/---

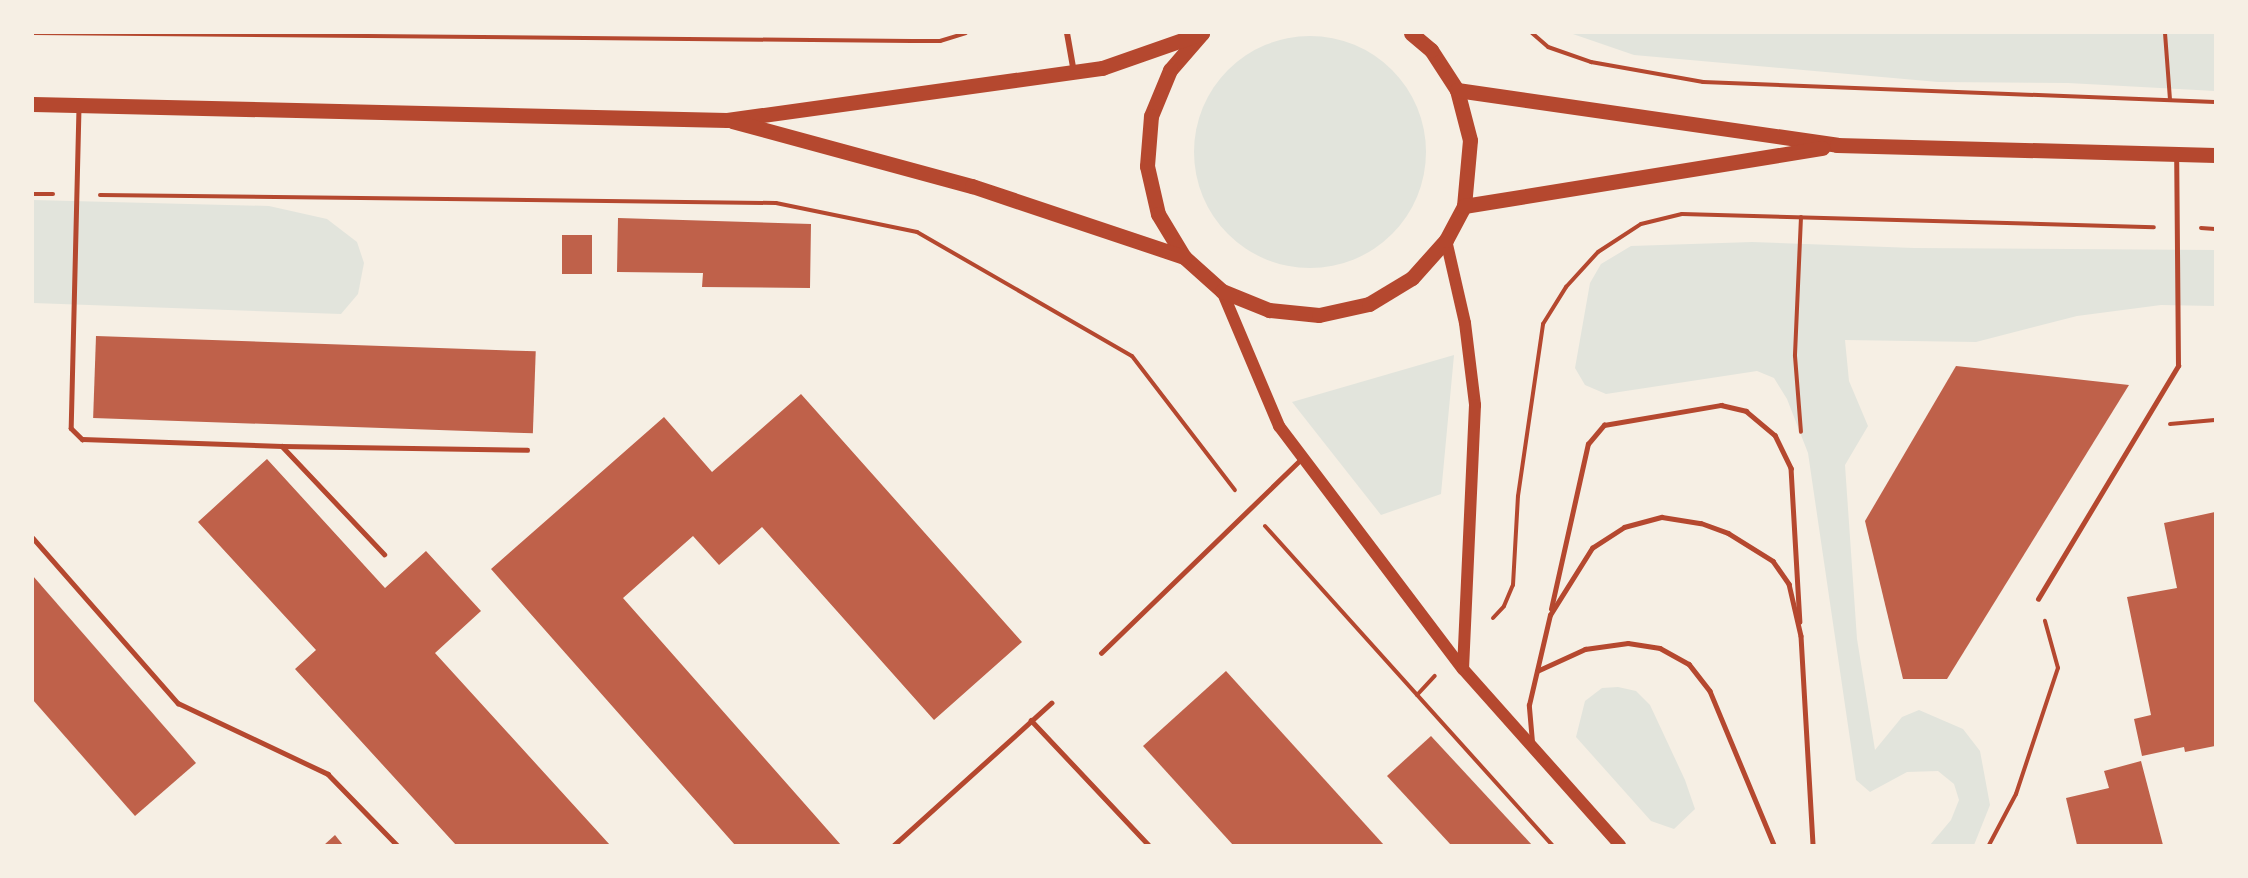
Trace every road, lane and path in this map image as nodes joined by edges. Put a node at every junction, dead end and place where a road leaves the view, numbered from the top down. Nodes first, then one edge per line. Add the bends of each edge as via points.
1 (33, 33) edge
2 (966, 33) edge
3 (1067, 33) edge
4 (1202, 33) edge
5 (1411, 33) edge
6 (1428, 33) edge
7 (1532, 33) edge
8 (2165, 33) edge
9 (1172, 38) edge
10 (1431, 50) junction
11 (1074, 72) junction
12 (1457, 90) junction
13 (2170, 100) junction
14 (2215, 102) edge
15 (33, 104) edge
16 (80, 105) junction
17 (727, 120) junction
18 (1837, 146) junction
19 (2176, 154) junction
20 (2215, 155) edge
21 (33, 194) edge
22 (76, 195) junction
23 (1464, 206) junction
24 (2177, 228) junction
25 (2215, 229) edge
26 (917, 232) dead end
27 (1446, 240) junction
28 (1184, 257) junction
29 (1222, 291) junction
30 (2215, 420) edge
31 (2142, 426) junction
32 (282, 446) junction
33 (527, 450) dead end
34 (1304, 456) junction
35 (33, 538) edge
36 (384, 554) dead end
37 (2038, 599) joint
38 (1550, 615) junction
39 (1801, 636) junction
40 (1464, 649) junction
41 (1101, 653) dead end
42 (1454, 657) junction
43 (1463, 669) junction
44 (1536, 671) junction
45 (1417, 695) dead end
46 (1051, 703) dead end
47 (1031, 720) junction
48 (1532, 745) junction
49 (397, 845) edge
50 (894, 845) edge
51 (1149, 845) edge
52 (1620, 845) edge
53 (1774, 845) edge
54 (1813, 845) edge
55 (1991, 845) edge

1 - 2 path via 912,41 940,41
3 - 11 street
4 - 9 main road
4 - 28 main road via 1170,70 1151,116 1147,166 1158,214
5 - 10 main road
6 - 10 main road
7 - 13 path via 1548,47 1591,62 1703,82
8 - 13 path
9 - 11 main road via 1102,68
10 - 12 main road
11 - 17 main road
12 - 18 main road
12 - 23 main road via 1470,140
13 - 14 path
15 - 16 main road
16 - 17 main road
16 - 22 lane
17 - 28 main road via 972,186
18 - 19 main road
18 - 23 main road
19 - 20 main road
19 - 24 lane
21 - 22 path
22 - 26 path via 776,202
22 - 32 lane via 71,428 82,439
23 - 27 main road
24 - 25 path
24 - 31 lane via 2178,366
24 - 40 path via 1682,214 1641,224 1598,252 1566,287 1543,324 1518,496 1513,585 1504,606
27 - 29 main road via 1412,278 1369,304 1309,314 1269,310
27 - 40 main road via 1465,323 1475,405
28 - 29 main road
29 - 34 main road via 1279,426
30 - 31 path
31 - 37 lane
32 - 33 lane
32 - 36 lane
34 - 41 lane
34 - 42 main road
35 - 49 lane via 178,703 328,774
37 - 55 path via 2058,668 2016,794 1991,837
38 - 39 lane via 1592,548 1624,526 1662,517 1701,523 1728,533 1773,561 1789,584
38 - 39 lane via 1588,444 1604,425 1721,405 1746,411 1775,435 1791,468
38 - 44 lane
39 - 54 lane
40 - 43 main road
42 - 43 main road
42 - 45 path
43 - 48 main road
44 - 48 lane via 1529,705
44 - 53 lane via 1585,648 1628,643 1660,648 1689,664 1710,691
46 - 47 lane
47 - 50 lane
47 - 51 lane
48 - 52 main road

\---

Scan the listing for the word "path". Copy every line in which it appears.

• **Answer box**
Trace every road, lane and path in this map image as nodes joined by edges. Put a node at every junction, dead end and place where a road leaves the view, numbered from the top down. Nodes first, then one edge per line. Add the bends of each edge as via points.
1 - 2 path via 912,41 940,41
7 - 13 path via 1548,47 1591,62 1703,82
8 - 13 path
13 - 14 path
21 - 22 path
22 - 26 path via 776,202
24 - 25 path
24 - 40 path via 1682,214 1641,224 1598,252 1566,287 1543,324 1518,496 1513,585 1504,606
30 - 31 path
37 - 55 path via 2058,668 2016,794 1991,837
42 - 45 path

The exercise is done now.